_Dataset entries_.
────────────────

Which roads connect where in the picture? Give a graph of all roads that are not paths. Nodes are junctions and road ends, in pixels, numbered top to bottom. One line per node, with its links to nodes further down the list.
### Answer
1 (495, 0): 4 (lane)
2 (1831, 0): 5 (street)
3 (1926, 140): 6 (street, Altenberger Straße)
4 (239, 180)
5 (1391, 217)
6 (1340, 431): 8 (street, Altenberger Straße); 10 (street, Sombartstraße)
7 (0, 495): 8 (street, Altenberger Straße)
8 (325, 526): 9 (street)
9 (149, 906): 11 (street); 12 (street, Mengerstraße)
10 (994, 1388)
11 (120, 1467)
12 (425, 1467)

────────────────

_Exercise objective_. Give the entries again exactly as they stand.

_Solution_.
Which roads connect where in the picture? Give a graph of all roads that are not paths. Nodes are junctions and road ends, in pixels, numbered top to bottom. One line per node, with its links to nodes further down the list.
### Answer
1 (495, 0): 4 (lane)
2 (1831, 0): 5 (street)
3 (1926, 140): 6 (street, Altenberger Straße)
4 (239, 180)
5 (1391, 217)
6 (1340, 431): 8 (street, Altenberger Straße); 10 (street, Sombartstraße)
7 (0, 495): 8 (street, Altenberger Straße)
8 (325, 526): 9 (street)
9 (149, 906): 11 (street); 12 (street, Mengerstraße)
10 (994, 1388)
11 (120, 1467)
12 (425, 1467)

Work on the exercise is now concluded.